Instructions to follow: Determine the number of lines in the data below that hold "points"; give nothing but that number.

---------- Record excerpts

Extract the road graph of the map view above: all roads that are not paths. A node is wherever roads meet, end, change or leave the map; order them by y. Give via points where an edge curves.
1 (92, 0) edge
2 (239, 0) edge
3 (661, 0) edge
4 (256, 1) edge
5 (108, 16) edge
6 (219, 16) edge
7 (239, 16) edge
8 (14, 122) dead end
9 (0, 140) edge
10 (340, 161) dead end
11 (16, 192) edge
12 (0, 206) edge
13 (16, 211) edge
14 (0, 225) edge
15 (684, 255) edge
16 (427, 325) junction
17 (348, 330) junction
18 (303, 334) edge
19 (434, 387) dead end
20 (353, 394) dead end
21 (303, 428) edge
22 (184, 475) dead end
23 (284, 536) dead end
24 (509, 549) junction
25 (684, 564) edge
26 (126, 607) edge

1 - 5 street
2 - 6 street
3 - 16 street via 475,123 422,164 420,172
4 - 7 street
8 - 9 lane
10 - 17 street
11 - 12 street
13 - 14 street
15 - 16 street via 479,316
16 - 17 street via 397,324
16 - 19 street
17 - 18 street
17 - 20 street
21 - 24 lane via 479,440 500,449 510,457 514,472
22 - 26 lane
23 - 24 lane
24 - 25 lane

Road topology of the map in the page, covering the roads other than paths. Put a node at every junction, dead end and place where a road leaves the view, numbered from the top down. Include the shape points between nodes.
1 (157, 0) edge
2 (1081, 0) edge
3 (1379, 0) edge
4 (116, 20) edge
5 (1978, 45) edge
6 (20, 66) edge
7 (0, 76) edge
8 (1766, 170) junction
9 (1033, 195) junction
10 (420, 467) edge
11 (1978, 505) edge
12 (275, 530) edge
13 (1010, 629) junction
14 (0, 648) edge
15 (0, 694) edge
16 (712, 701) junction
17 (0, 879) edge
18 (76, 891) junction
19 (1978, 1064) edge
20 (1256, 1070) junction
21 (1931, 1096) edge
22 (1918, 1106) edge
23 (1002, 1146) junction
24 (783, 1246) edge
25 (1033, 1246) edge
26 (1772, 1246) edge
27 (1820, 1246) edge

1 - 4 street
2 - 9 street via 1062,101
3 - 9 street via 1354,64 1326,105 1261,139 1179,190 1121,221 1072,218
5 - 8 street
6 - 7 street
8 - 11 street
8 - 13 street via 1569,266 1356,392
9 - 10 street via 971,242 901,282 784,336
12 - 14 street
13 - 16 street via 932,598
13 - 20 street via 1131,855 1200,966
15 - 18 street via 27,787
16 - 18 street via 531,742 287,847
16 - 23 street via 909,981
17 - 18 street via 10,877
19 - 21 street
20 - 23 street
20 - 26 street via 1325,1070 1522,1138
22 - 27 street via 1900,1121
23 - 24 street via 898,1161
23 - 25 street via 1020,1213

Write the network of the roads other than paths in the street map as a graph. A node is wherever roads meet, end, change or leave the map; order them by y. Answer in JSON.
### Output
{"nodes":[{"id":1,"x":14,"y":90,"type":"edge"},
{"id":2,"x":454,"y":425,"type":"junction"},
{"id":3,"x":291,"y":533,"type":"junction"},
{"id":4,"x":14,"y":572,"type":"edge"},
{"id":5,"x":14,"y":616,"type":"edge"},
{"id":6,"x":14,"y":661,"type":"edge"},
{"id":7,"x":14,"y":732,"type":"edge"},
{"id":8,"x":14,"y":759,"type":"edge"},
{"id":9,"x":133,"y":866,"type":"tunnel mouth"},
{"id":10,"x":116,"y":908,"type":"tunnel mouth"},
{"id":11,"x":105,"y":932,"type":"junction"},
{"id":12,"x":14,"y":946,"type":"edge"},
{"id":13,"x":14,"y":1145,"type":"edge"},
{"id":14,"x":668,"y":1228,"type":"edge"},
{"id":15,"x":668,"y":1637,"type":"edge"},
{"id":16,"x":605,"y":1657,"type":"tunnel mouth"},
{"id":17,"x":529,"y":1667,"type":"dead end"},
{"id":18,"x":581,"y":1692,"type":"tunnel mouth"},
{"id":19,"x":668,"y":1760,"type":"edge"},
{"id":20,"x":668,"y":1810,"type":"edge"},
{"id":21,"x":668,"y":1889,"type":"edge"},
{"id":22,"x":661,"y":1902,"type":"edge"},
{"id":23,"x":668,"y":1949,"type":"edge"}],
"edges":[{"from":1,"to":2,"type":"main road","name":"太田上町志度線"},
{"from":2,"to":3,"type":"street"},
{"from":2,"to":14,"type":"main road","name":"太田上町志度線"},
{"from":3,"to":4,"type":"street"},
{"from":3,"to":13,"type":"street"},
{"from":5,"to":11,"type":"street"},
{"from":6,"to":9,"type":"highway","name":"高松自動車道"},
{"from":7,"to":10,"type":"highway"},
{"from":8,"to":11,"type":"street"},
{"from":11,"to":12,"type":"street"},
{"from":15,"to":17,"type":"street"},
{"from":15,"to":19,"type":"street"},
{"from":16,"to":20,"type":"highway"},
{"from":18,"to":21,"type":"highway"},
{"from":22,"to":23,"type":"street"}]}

--------------------

Response to the task: 2